Foram três dias tão tensos e intensos, tão incertos e tão dramáticos – 12,13 e 14 de maio de 1948 – que pareceram ter sido um dia só. Foram as últimas 72 horas – quarta, quinta e sexta-feira - do domínio britânico na antiga Palestina que se estendera por 26 anos. Um período no qual os ingleses sempre estiveram empenhados em obstruir, através de força, a criação de um Estado Judeu.

Aqueles emblemáticos três dias começaram a ser fermentados já no início de 1948. Embora a partilha tivesse sido deliberada pelas Nações Unidas em novembro do ano anterior, o secretário de estado americano, George Marshall, insistia em se opor à divisão da Palestina. Argumentava que as posições de judeus, árabes e ingleses eram irreconciliáveis, o que certamente provocaria um conflito armado. Foi em meio a esse clima inamistoso que avultou na Casa Branca a figura de um jovem assessor da presidência chamado Clark Clifford. Sua primeira iniciativa foi redigir um memorando de crítica à posição do Departamento de Estado. Argumentou que tentar anular a partilha era simplesmente impensável. E mais: os Estados Unidos deveriam intervir junto aos países árabes para que aceitassem a resolução da ONU. Se houvesse recusa, seriam rotulados como agressores. Quanto à Inglaterra, que fechava os olhos para os ataques contra o ishuv (população judaica na então Palestina), esta deveria ser coagida pelas Nações Unidas a aceitar sem reservas os termos da partilha. Além disso, os Estados Unidos deveriam suspender o existente embargo de armas para o Oriente Médio porque somente dessa maneira haveria um equilíbrio de forças. Os países árabes hostis já estavam bem armados, porém o incipiente exército de Israel precisava equipar-se para a confrontação militar que decerto aconteceria. No final do memorando, escreveu que não se tratava de um simples apoio à causa judaica, mas do propósito de avaliar o que seria mais efetivo para os interesses estratégicos dos Estados Unidos.

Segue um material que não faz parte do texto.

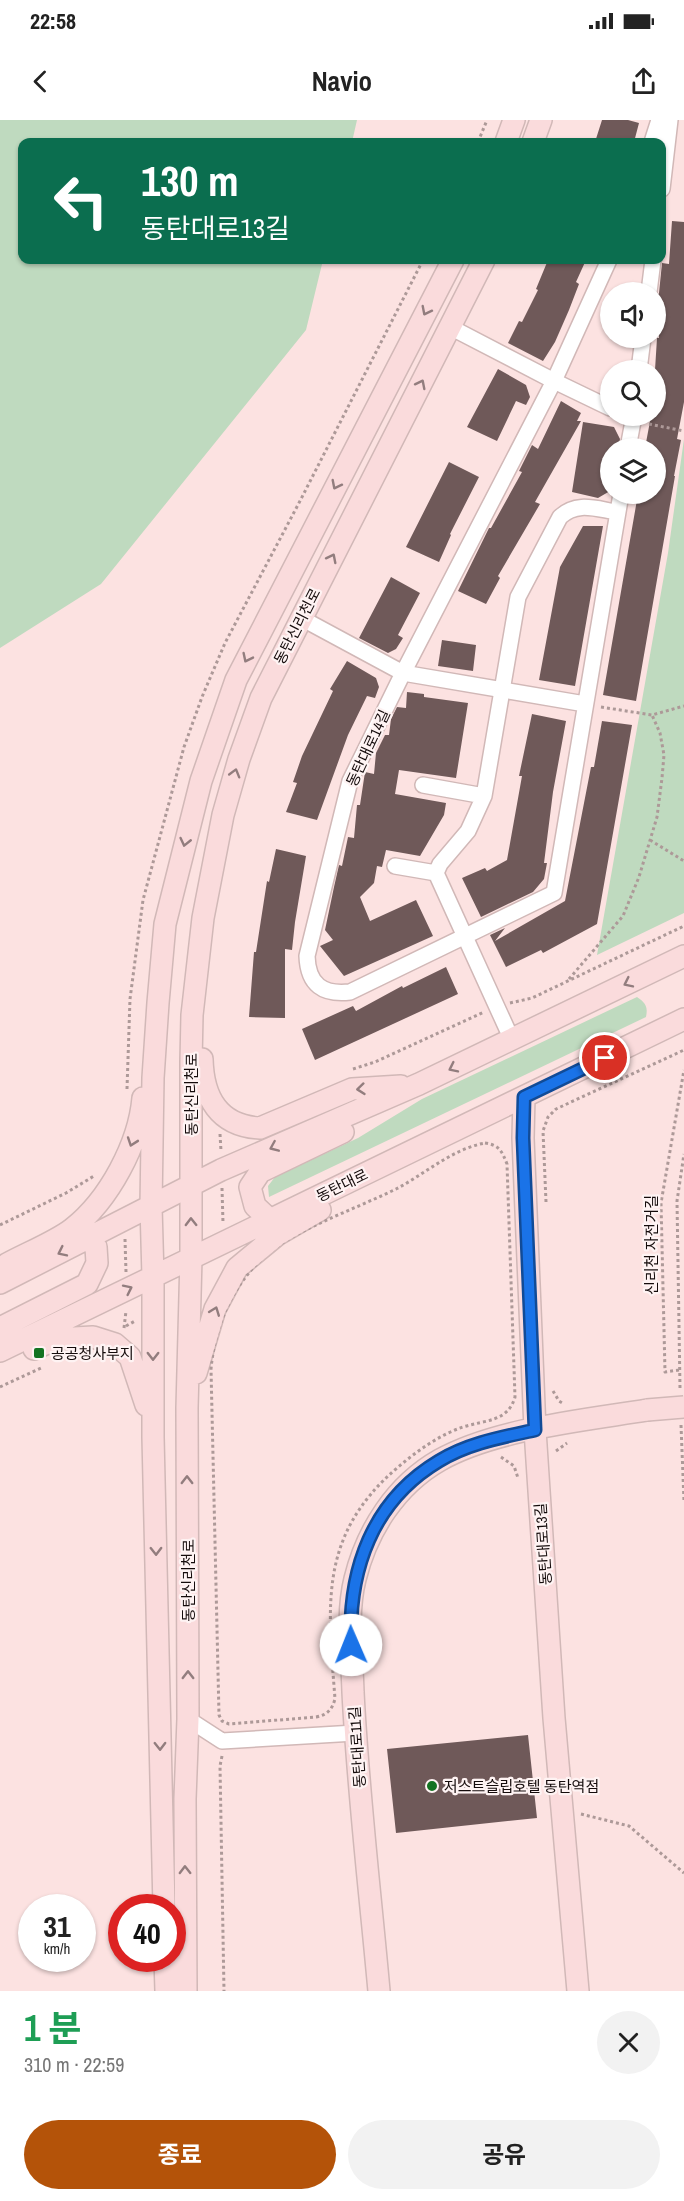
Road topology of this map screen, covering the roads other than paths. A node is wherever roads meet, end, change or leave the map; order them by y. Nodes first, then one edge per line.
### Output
1 (514, 120) edge
2 (541, 120) edge
3 (659, 120) edge
4 (670, 120) edge
5 (507, 138) edge
6 (534, 138) edge
7 (653, 138) edge
8 (666, 154) edge
9 (451, 264) edge
10 (482, 264) edge
11 (607, 264) edge
12 (652, 264) edge
13 (650, 282) edge
14 (450, 327) junction
15 (554, 381) junction
16 (600, 403) edge
17 (619, 504) edge
18 (617, 512) junction
19 (301, 618) junction
20 (403, 674) junction
21 (503, 690) junction
22 (585, 704) junction
23 (423, 785) dead end
24 (484, 796) junction
25 (395, 866) dead end
26 (436, 873) junction
27 (203, 918) junction
28 (465, 936) junction
29 (682, 957) edge
30 (158, 1002) junction
31 (675, 1024) edge
32 (512, 1040) junction
33 (419, 1084) junction
34 (524, 1097) junction
35 (431, 1142) junction
36 (190, 1184) junction
37 (151, 1206) junction
38 (270, 1220) junction
39 (88, 1239) junction
40 (191, 1258) junction
41 (0, 1268) edge
42 (153, 1277) junction
43 (0, 1283) edge
44 (0, 1331) edge
45 (0, 1351) edge
46 (0, 1362) edge
47 (682, 1406) edge
48 (187, 1408) junction
49 (535, 1430) junction
50 (153, 1437) junction
51 (188, 1719) junction
52 (355, 1733) junction
53 (164, 1894) edge
54 (165, 1972) edge
55 (166, 1991) edge
56 (186, 1991) edge
57 (380, 1991) edge
58 (578, 1991) edge

1 - 5 main road
2 - 6 main road
3 - 7 street
4 - 8 street
9 -> 30 main road, 동탄신리천로
10 - 14 main road, 동탄신리천로
11 - 15 street, 동탄대로14길
12 - 13 street
14 - 15 street
19 -> 14 main road, 동탄신리천로
15 - 16 street
15 - 20 street, 동탄대로14길
17 - 18 street, 동탄대로14길
18 - 21 street
18 - 22 street, 동탄대로14길
19 - 20 street
27 -> 19 main road, 동탄신리천로
20 - 21 street
20 - 28 street, 동탄대로14길
21 - 22 street
21 - 24 street
22 - 28 street, 동탄대로14길
23 - 24 street
24 - 26 street
25 - 26 street
26 - 28 street
33 -> 27 main road
27 - 36 main road, 동탄신리천로
28 - 32 street
29 -> 32 main road
30 - 37 main road, 동탄신리천로
30 -> 41 main road
31 - 34 main road, 동탄대로
32 -> 33 main road
33 -> 36 main road
33 - 38 main road
34 - 35 main road, 동탄대로
34 - 49 main road, 동탄대로13길
35 - 38 main road, 동탄대로
48 -> 35 main road
36 - 37 main road
40 -> 36 main road, 동탄신리천로
37 - 39 main road
37 - 42 main road, 동탄신리천로
38 - 40 main road, 동탄대로
39 -> 43 main road
39 - 44 main road
40 - 42 main road, 동탄대로
40 - 48 main road, 동탄신리천로
45 -> 42 main road, 동탄대로
42 -> 50 main road, 동탄신리천로
46 - 50 main road
47 - 49 main road, 동탄대로11길, bridge
51 -> 48 main road, 동탄신리천로
49 - 52 main road, 동탄대로11길
49 - 58 main road, 동탄대로13길
50 -> 53 main road, 동탄신리천로
51 - 52 street
56 -> 51 main road, 동탄신리천로
52 - 57 main road, 동탄대로11길
54 - 55 main road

Embora reservado, o teor do documento vazou para a imprensa, despertando grande otimismo na frente sionista. Mas, ao mesmo tempo, alimentou a ira do primeiro-ministro inglês, Clement Atlee, que redobrou o bloqueio aos abarrotados navios que conduziam milhares de sobreviventes do Holocausto com a esperança de fazê-los chegar à Terra de Israel.

Enquanto isso, a situação na então Palestina ia de mal a pior. Era preciso que os Estados Unidos fizessem uso de sua força política e, se preciso, militar, para que a partilha fosse de fato implementada. A Agência Judaica chegou à conclusão de que era imprescindível um novo encontro entre Truman e Chaim Weizmann, cientista de renome internacional e proeminente líder sionista, que era admirado e respeitado pelo presidente Truman.

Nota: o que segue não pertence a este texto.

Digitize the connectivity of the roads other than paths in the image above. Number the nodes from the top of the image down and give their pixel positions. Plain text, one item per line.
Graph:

Weizmann foi recebido no dia 19 de março e, em princípio, obteve a concordância de Truman no sentido de que fosse suspenso o embargo de armas e que a partilha seria intocável. No mês seguinte, Clifford chamou a atenção de Truman para as manobras contra a partilha que seguiam sendo feitas por Marshall. O presidente respondeu: “Eu sei o que Marshall pensa e Marshall sabe o que eu penso. Ele não vai conseguir mudar minha política”.

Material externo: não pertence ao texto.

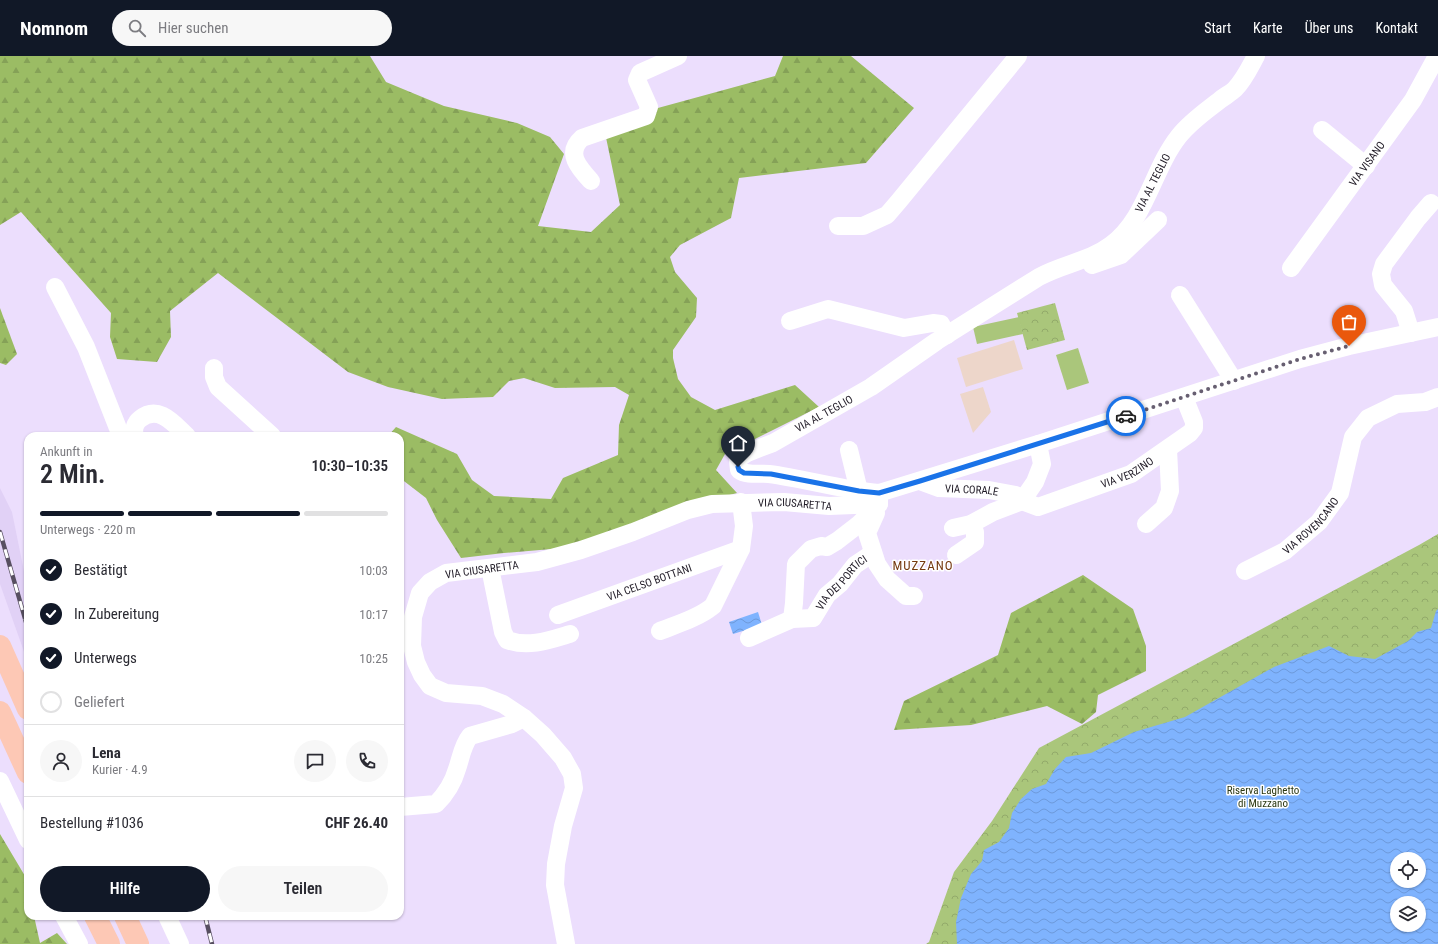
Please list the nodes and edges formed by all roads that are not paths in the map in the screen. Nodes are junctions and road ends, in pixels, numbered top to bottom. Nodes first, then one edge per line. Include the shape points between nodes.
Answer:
1 (678, 56) edge
2 (1018, 56) edge
3 (1256, 56) edge
4 (1437, 56) edge
5 (1322, 130) dead end
6 (1366, 166) junction
7 (591, 181) dead end
8 (1431, 203) dead end
9 (1158, 220) dead end
10 (838, 226) dead end
11 (1064, 266) junction
12 (1291, 268) dead end
13 (55, 287) dead end
14 (1180, 295) dead end
15 (790, 321) dead end
16 (1438, 327) edge
17 (1411, 333) junction
18 (948, 335) junction
19 (214, 368) dead end
20 (1234, 381) junction
21 (1184, 397) junction
22 (1438, 397) edge
23 (119, 432) edge
24 (134, 432) edge
25 (183, 432) edge
26 (268, 432) edge
27 (1038, 444) junction
28 (849, 450) dead end
29 (1168, 450) junction
30 (915, 483) junction
31 (859, 491) junction
32 (879, 499) junction
33 (1022, 501) junction
34 (741, 502) junction
35 (971, 524) junction
36 (1146, 524) dead end
37 (952, 528) dead end
38 (741, 549) junction
39 (873, 553) junction
40 (956, 555) dead end
41 (490, 568) junction
42 (1245, 571) dead end
43 (914, 596) dead end
44 (558, 614) dead end
45 (406, 615) edge
46 (792, 619) junction
47 (660, 631) dead end
48 (570, 634) dead end
49 (749, 638) dead end
50 (0, 646) edge
51 (24, 700) edge
52 (0, 712) edge
53 (524, 718) junction
54 (24, 764) edge
55 (0, 781) edge
56 (404, 807) edge
57 (24, 832) edge
58 (66, 920) edge
59 (97, 920) edge
60 (127, 920) edge
61 (169, 920) edge
62 (79, 944) edge
63 (109, 944) edge
64 (138, 944) edge
65 (180, 944) edge
66 (566, 944) edge

1 - 7 street via 640,73 637,80 649,107 646,116 582,138 576,143 573,153 579,167
2 - 10 street via 886,215 863,226
3 - 11 street, VIA AL TEGLIO via 1235,89 1197,118 1179,136 1161,164 1140,211 1122,235 1100,252
4 - 6 street, VIA VISANO via 1413,100
5 - 6 street
6 - 12 street, VIA VISANO
8 - 17 street via 1384,264 1381,274 1384,285 1404,311
9 - 11 street, VIA AL TEGLIO via 1122,255 1080,268
11 - 18 street, VIA AL TEGLIO via 1039,277
13 - 23 street via 86,347
14 - 20 street
15 - 18 street via 828,309 904,328 941,324
16 - 17 street, VIA AL TEGLIO
17 - 20 street, VIA AL TEGLIO via 1300,359
18 - 31 street, VIA AL TEGLIO via 871,387 773,443 747,453 738,461 739,470 744,473 771,474
19 - 26 street via 218,387
20 - 21 street, VIA AL TEGLIO
21 - 27 street, VIA AL TEGLIO
21 - 29 street, VIA VERZINO via 1194,428
22 - 42 street, VIA ROVENCANO via 1425,402 1397,404 1368,418 1353,437 1340,493 1319,522 1285,551
24 - 25 street via 137,422 145,415 156,413 165,416
27 - 30 street, VIA AL TEGLIO
27 - 33 street via 1042,464 1035,482
28 - 31 street
29 - 33 street, VIA VERZINO via 1130,474 1038,507
29 - 36 street via 1170,491 1164,508
30 - 32 street, VIA AL TEGLIO
30 - 33 street, VIA CORALE via 939,488 989,490 1016,495
31 - 32 street, VIA AL TEGLIO
32 - 34 street, VIA CIUSARETTA via 829,506
32 - 39 street via 867,533
32 - 46 street via 859,524 827,547 811,549 796,564
33 - 35 street
34 - 38 street via 744,526
34 - 41 street, VIA CIUSARETTA via 712,504 688,510 582,550 537,562
35 - 37 street
35 - 40 street via 975,532 975,542
38 - 44 street, VIA CELSO BOTTANI
38 - 47 street via 712,606 706,612
39 - 43 street via 887,579 906,596
39 - 46 street, VIA DEI PORTICI via 855,566 827,595 813,618
41 - 45 street, VIA CIUSARETTA via 446,573 430,582
41 - 48 street via 503,632 507,640 515,643 539,643
45 - 53 street, VIA CIUSARETTA via 414,657 430,686 446,692 482,696 503,704
46 - 49 street
50 - 51 highway
52 - 54 highway
53 - 56 street via 470,736 462,750 458,768 446,794 436,804
53 - 66 street, VIA CIUSARETTA via 563,758 572,774 574,788 563,826 555,885
55 - 57 street
58 - 62 street
59 - 63 highway
60 - 64 highway
61 - 65 street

No dia 12 de abril, o judeu Eddie Jacobson, que fora sócio de Truman numa loja de gravatas na cidade de Independence, Missouri, foi à Casa Branca. Queria ouvir do próprio presidente como tinha sido o encontro com Weizmann e “jogou um verde”. Perguntou se, por hipótese, os Estados Unidos reconheceriam o Estado de Israel, cuja independência estava para ser proclamada em pouco mais de um mês. Truman disse: “Fique sabendo que sou inteiramente favorável a essa hipótese”.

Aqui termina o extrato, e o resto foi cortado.